Sometimes we aren’t our best and need someone to point it out. For me, that is Mr. Right, my husband.
His name is Mr. Right, for many reasons, funny enough it’s not because he is always right…because he isn’t. For me, I named him that during a rough time after I got divorced and I met MY MR. Right. He is Right for me, right for many reasons and has always been in the right place when I need him.
He puts our little family first and that’s one reason I love him so much. He rescues me from myself, many times. Most recently I was stuck in a hard place, do what is expected of me, the normal day to day get up early and go to work with a commute to a job I less than desired, work all day, pick up our little girl’s and listen to them cry the whole commute home. No amount of snacks, favorite songs or look what I see games could fix this. 6 weeks into this job I didn’t feel right for, I lost it. I took a mental health day for myself (actually Mr. Right told me too) and after my cooling down from the stress and anxiety of this job and these awful feelings, we decided it was best if I quit this job and stayed home with our girl’s until something better came along.

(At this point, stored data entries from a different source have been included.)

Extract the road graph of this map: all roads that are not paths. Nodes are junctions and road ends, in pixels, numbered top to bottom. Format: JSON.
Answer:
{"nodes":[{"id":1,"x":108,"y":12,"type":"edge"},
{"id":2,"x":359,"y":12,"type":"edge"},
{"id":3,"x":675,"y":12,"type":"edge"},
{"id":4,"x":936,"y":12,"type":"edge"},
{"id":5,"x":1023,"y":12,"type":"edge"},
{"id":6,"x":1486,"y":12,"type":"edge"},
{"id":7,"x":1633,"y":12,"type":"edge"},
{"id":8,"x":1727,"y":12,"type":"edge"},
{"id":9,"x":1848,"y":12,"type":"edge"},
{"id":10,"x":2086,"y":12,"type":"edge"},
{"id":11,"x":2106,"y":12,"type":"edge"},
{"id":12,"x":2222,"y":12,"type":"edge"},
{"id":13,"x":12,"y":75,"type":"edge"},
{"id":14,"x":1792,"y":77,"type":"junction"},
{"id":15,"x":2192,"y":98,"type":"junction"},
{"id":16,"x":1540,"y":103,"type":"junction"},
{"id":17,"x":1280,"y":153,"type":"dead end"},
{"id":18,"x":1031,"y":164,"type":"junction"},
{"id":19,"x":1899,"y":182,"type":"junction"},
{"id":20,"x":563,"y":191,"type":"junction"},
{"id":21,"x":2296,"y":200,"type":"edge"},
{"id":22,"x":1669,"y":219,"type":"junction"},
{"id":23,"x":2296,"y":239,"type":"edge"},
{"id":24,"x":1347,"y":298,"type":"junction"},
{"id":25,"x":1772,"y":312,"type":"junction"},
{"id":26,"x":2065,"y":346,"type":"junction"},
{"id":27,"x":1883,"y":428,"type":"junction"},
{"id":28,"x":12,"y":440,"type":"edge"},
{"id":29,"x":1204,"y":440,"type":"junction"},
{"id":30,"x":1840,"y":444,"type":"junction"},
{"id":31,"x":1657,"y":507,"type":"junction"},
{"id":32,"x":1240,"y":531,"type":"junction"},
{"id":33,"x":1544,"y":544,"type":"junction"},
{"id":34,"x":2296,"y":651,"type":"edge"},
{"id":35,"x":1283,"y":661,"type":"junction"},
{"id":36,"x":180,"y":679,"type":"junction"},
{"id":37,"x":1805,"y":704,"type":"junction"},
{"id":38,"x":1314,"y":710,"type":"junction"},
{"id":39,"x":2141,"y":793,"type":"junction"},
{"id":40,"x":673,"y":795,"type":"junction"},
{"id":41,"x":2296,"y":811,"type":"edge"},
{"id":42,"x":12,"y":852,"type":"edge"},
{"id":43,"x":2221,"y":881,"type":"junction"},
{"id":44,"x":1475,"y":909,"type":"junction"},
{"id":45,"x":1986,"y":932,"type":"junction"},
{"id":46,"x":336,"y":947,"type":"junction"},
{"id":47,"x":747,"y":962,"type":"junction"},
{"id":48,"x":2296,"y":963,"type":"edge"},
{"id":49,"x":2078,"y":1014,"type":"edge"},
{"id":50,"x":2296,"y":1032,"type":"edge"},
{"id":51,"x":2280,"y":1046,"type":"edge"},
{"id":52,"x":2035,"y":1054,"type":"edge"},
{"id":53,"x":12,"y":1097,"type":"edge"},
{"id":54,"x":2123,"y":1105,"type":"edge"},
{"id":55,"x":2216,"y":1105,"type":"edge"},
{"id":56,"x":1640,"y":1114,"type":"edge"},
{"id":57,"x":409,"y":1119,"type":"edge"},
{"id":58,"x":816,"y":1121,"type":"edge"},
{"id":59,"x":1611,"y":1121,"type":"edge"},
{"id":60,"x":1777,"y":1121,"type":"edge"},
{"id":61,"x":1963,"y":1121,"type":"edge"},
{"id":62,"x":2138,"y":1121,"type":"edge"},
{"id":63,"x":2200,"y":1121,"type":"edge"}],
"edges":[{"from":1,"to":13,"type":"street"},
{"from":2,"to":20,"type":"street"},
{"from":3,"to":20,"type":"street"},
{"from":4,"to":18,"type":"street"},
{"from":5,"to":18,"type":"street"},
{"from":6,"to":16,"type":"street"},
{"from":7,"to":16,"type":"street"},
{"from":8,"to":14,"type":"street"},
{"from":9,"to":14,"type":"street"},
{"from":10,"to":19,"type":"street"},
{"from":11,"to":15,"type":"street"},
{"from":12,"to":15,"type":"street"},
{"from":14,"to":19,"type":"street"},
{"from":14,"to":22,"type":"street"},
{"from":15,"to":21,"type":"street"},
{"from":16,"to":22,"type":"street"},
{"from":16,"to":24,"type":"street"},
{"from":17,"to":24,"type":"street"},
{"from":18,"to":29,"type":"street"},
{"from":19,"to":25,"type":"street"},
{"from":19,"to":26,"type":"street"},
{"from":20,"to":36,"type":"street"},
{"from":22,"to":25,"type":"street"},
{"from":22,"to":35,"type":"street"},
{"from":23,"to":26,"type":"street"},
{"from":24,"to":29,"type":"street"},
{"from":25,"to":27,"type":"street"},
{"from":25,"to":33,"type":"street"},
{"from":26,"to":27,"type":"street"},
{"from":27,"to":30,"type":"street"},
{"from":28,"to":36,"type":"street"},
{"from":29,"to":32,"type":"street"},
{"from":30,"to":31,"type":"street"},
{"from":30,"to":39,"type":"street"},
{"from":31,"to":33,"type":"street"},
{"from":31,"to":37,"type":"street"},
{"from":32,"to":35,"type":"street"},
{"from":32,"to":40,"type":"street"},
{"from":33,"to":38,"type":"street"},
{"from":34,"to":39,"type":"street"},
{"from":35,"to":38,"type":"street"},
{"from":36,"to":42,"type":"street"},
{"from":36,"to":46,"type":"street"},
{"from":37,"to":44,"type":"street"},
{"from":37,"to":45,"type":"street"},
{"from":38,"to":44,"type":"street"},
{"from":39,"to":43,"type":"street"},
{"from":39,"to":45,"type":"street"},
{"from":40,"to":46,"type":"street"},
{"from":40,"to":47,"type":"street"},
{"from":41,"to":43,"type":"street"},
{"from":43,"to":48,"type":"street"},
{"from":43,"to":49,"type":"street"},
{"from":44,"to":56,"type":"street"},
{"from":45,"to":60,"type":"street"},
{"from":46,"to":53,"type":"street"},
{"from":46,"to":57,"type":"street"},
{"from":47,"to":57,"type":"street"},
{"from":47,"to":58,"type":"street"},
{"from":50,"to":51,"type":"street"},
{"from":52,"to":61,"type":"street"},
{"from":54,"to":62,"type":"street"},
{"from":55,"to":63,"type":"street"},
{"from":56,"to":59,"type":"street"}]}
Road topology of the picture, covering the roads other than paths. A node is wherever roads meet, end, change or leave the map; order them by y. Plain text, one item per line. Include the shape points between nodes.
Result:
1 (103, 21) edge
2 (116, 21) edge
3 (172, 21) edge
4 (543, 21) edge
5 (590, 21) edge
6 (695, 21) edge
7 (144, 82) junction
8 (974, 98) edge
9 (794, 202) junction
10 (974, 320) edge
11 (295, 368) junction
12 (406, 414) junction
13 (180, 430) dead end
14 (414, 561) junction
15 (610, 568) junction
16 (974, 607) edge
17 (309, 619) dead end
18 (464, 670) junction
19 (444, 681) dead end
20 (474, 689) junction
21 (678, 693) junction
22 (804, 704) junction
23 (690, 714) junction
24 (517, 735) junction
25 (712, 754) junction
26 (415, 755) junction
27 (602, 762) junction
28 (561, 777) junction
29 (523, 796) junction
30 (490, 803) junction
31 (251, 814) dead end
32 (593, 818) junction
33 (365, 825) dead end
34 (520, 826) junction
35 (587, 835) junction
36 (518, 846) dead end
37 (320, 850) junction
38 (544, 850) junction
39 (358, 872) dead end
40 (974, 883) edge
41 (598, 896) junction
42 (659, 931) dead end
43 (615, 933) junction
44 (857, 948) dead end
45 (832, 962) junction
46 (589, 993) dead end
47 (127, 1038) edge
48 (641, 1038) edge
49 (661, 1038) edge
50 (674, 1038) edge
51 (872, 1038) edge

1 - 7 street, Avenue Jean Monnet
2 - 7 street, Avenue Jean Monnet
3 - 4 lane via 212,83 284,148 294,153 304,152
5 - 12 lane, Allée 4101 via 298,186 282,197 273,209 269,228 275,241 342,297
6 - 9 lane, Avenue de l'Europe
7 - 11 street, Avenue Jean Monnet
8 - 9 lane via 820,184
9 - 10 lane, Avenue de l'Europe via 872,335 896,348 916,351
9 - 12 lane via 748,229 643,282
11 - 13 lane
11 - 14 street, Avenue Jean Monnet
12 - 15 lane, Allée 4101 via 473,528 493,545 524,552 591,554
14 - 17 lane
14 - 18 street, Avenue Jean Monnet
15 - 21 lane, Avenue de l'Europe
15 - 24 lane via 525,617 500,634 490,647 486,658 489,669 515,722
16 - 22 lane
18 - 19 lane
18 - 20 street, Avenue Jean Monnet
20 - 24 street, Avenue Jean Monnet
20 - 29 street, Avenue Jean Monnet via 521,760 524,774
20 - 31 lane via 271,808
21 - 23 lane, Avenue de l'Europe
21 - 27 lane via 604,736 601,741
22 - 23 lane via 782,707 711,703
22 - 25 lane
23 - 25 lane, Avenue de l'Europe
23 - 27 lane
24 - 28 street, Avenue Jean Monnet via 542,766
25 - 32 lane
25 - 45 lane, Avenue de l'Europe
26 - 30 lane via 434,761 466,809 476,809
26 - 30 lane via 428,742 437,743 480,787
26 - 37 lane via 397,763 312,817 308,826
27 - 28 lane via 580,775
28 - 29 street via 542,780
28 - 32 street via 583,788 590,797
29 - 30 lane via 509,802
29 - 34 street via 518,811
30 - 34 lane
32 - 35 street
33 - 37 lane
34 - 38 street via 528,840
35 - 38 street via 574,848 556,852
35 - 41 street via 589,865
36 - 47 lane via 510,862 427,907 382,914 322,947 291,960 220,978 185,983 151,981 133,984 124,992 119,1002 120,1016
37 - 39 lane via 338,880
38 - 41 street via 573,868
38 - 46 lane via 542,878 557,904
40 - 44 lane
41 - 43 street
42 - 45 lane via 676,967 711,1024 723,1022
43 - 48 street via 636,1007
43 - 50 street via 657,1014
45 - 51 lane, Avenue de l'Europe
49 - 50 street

Yes, it sounds crazy to some but no job is worth the stress and anxiety for it. I just wasn’t right for it for many reasons even though I liked the people I worked with.
My husband and I have had this amazing connection since day one of meeting, he is always the person I run too with concerns, questions, jokes and emotions. He is my rock, my better half, my soul mate, my heart and my Mr. Right.
I feel so misplaced in life since having my two younger kids and wanting to go back to work but wanting to be home with them for every moment. It’s a hard place to be. Hopefully we can figure it out. But for now my Mr keeps saving me.